[INSTRUCTIONS FOR THE TASK]
Leaving the pictures aside, repeat the entries exactly.

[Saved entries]
###
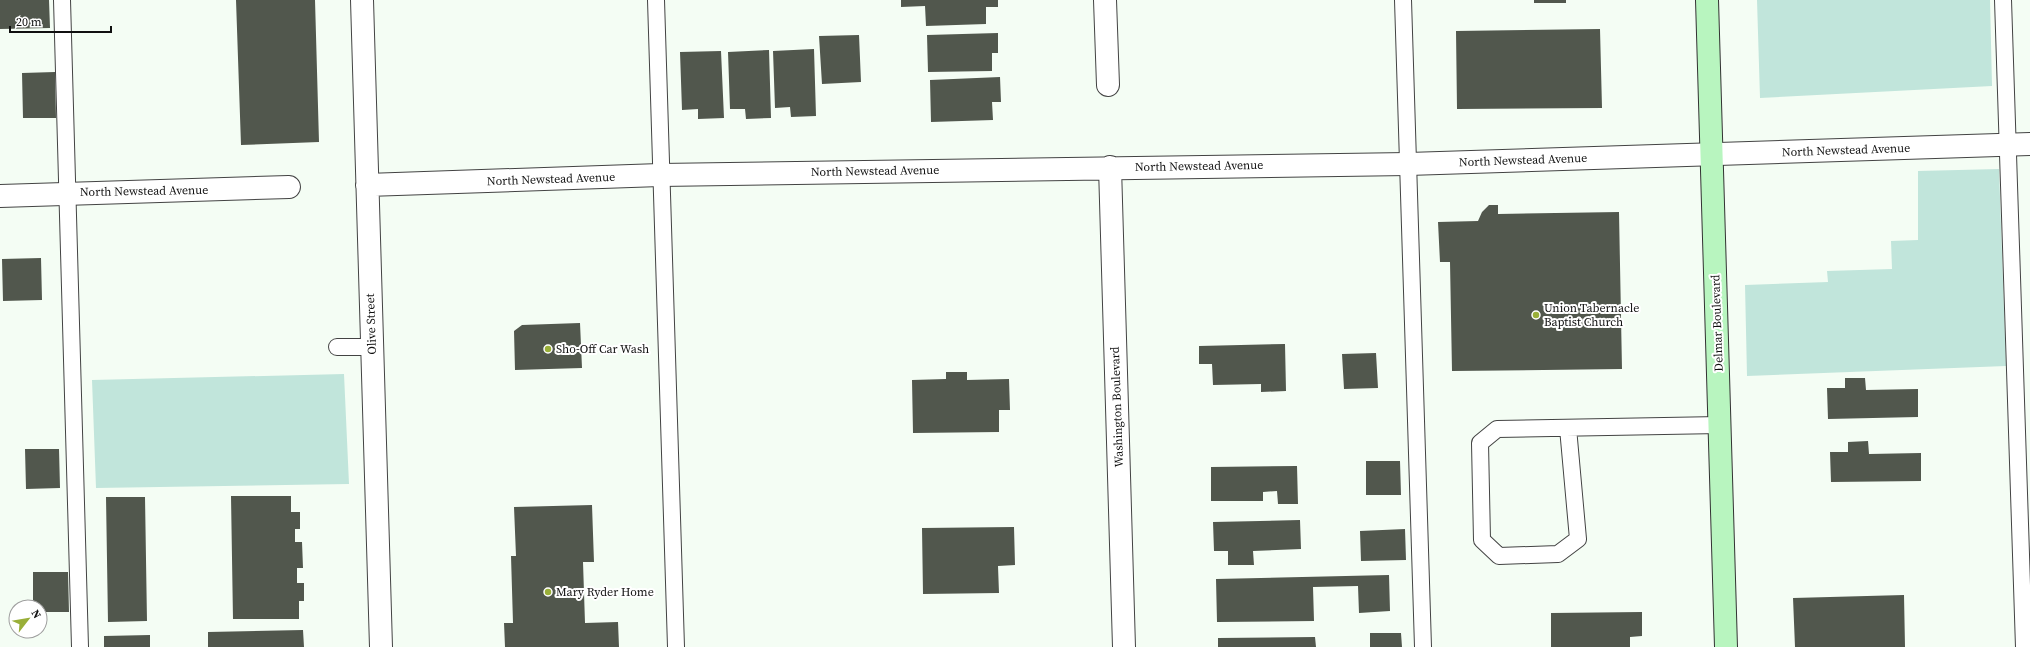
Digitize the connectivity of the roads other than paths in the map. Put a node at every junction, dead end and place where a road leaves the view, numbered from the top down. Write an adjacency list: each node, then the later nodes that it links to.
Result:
1 (62, 0): 17 (lane)
2 (362, 0): 15 (street, Olive Street)
3 (656, 0): 14 (lane)
4 (1105, 0): 8 (street)
5 (1403, 0): 12 (lane)
6 (1707, 0): 11 (main road, Delmar Boulevard)
7 (2003, 0): 10 (lane)
8 (1108, 85)
9 (2030, 144): 10 (street, North Newstead Avenue)
10 (2008, 145): 11 (street, North Newstead Avenue); 29 (lane)
11 (1712, 154): 12 (street, North Newstead Avenue); 21 (main road, Delmar Boulevard)
12 (1408, 164): 13 (street, North Newstead Avenue); 27 (lane)
13 (1110, 167): 14 (street, North Newstead Avenue); 26 (street, Washington Boulevard)
14 (660, 175): 15 (street, North Newstead Avenue); 25 (lane)
15 (367, 185): 20 (street, Olive Street)
16 (288, 187): 17 (street, North Newstead Avenue)
17 (68, 192): 18 (street, North Newstead Avenue); 23 (lane)
18 (0, 196)
19 (337, 347): 20 (lane)
20 (372, 348): 24 (street, Olive Street)
21 (1720, 425): 22 (lane); 28 (main road, Delmar Boulevard)
22 (1568, 428): 22 (lane)
23 (80, 647)
24 (381, 647)
25 (676, 647)
26 (1124, 647)
27 (1423, 647)
28 (1726, 647)
29 (2024, 647)

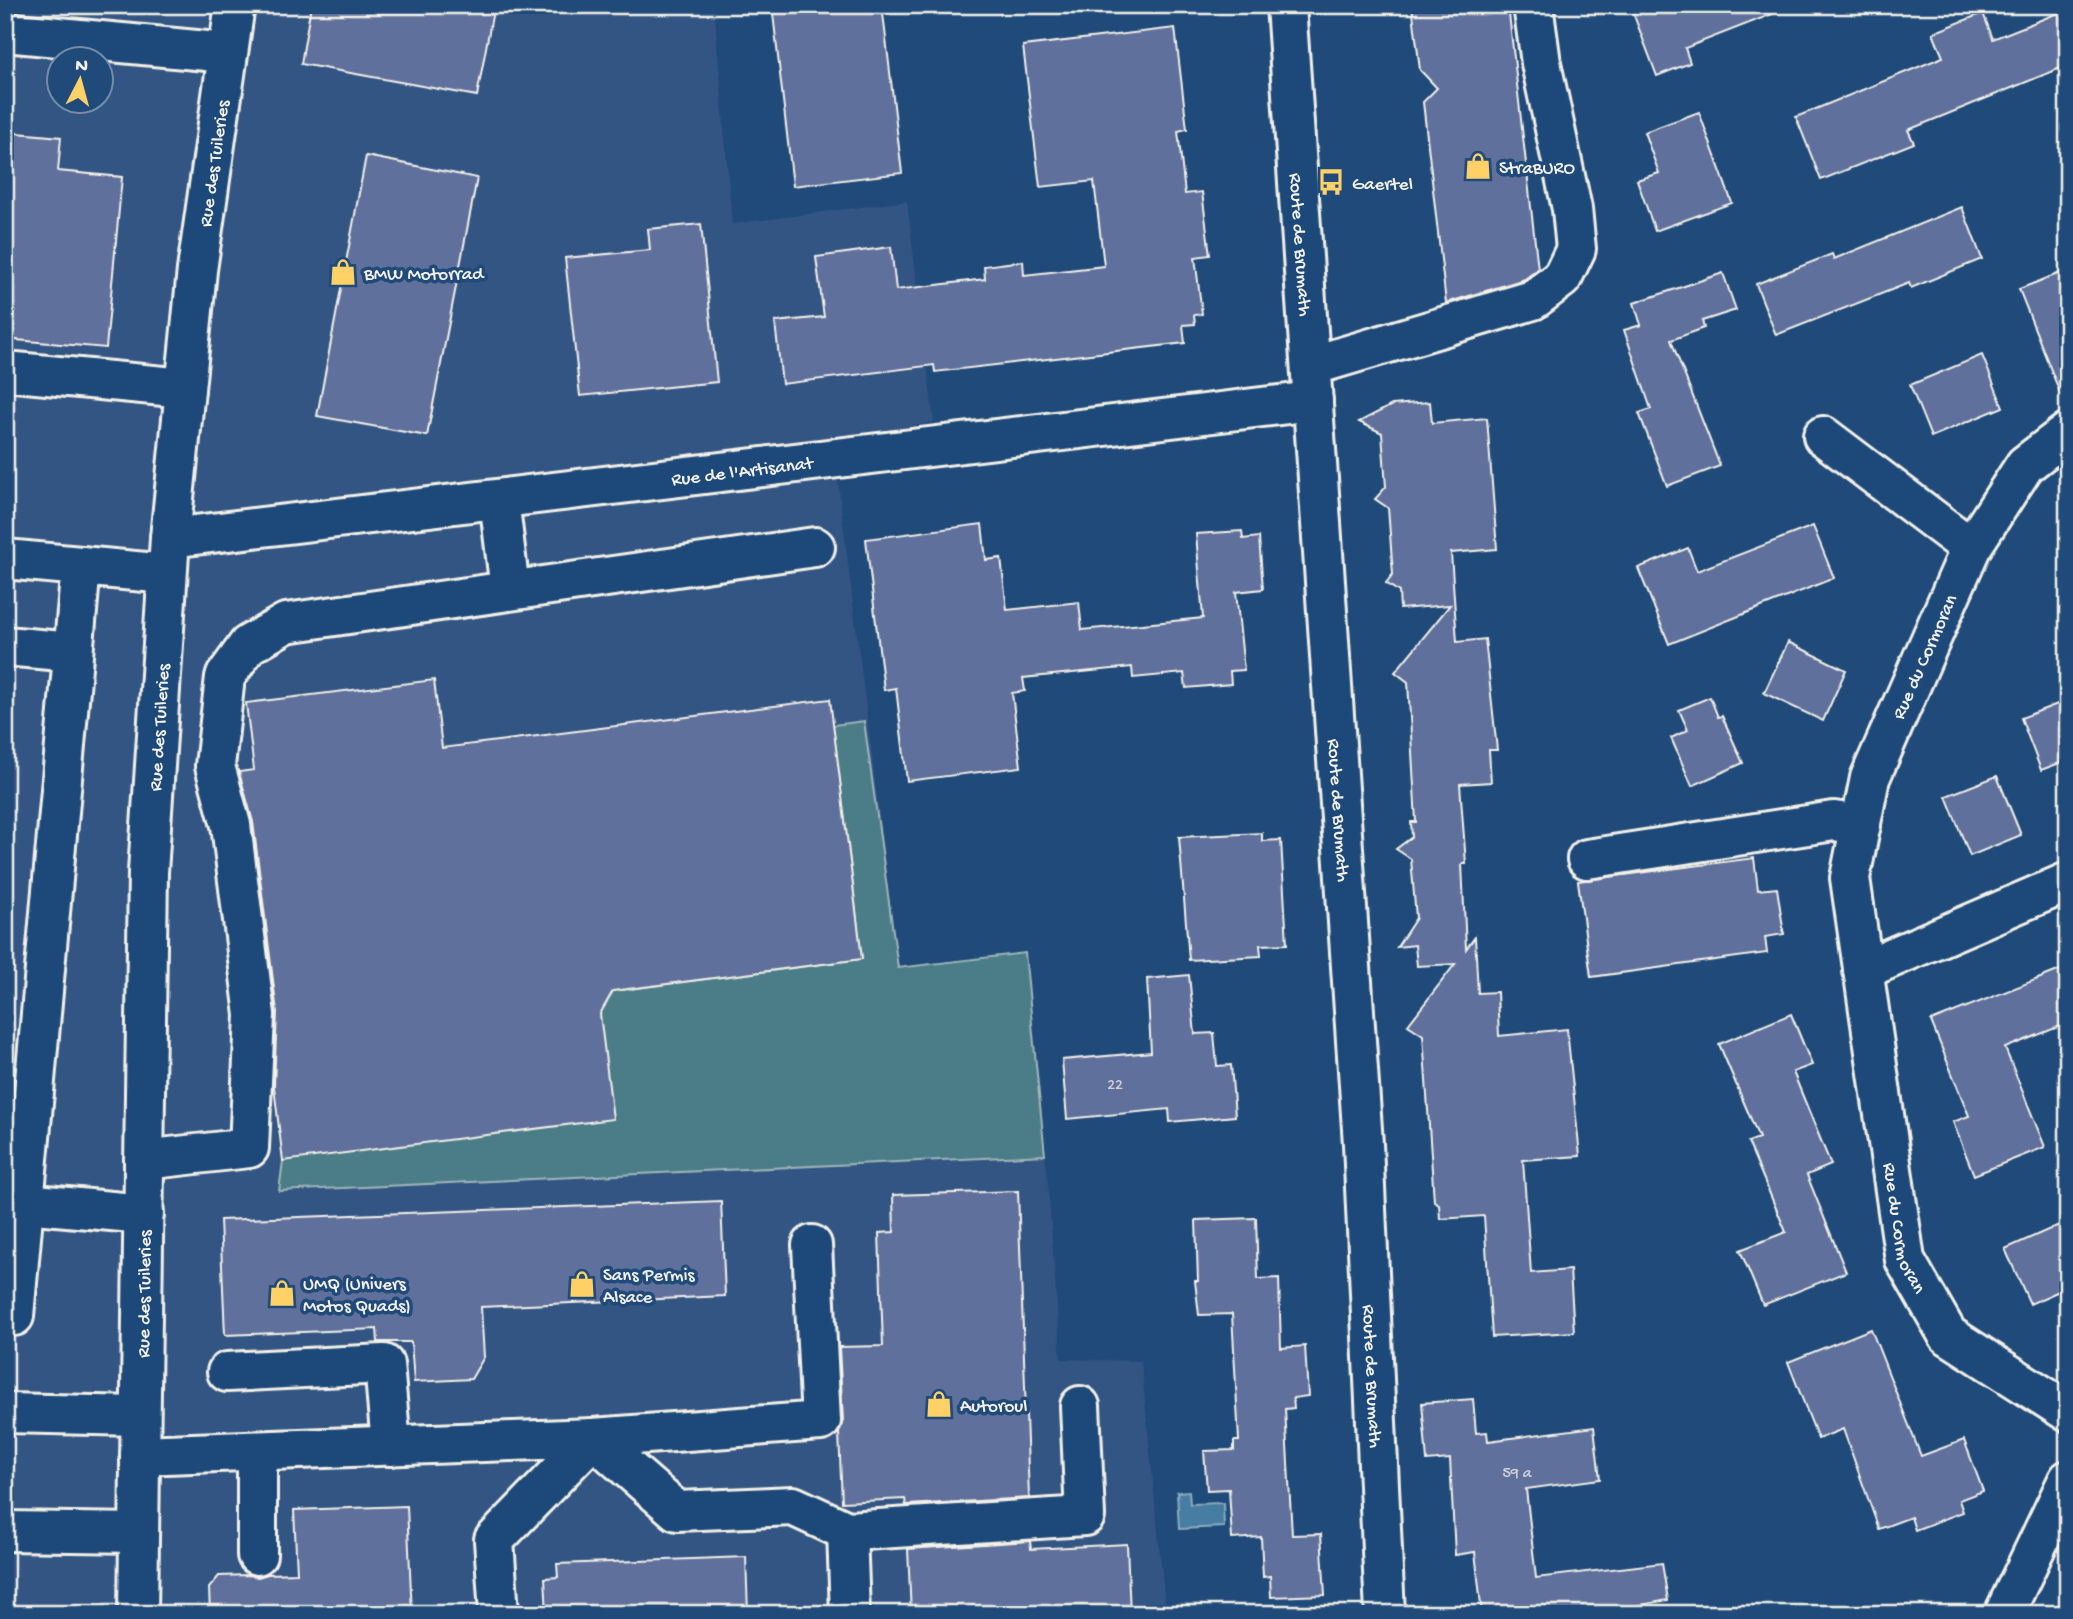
###
[ANSWER TO THIS PROBLEM]
Digitize the connectivity of the roads other than paths in the map. Put a node at every junction, dead end and place where a road leaves the view, numbered from the top down. Write an adjacency list: each node, then the later nodes that it links to.
Result:
1 (62, 0): 17 (lane)
2 (362, 0): 15 (street, Olive Street)
3 (656, 0): 14 (lane)
4 (1105, 0): 8 (street)
5 (1403, 0): 12 (lane)
6 (1707, 0): 11 (main road, Delmar Boulevard)
7 (2003, 0): 10 (lane)
8 (1108, 85)
9 (2030, 144): 10 (street, North Newstead Avenue)
10 (2008, 145): 11 (street, North Newstead Avenue); 29 (lane)
11 (1712, 154): 12 (street, North Newstead Avenue); 21 (main road, Delmar Boulevard)
12 (1408, 164): 13 (street, North Newstead Avenue); 27 (lane)
13 (1110, 167): 14 (street, North Newstead Avenue); 26 (street, Washington Boulevard)
14 (660, 175): 15 (street, North Newstead Avenue); 25 (lane)
15 (367, 185): 20 (street, Olive Street)
16 (288, 187): 17 (street, North Newstead Avenue)
17 (68, 192): 18 (street, North Newstead Avenue); 23 (lane)
18 (0, 196)
19 (337, 347): 20 (lane)
20 (372, 348): 24 (street, Olive Street)
21 (1720, 425): 22 (lane); 28 (main road, Delmar Boulevard)
22 (1568, 428): 22 (lane)
23 (80, 647)
24 (381, 647)
25 (676, 647)
26 (1124, 647)
27 (1423, 647)
28 (1726, 647)
29 (2024, 647)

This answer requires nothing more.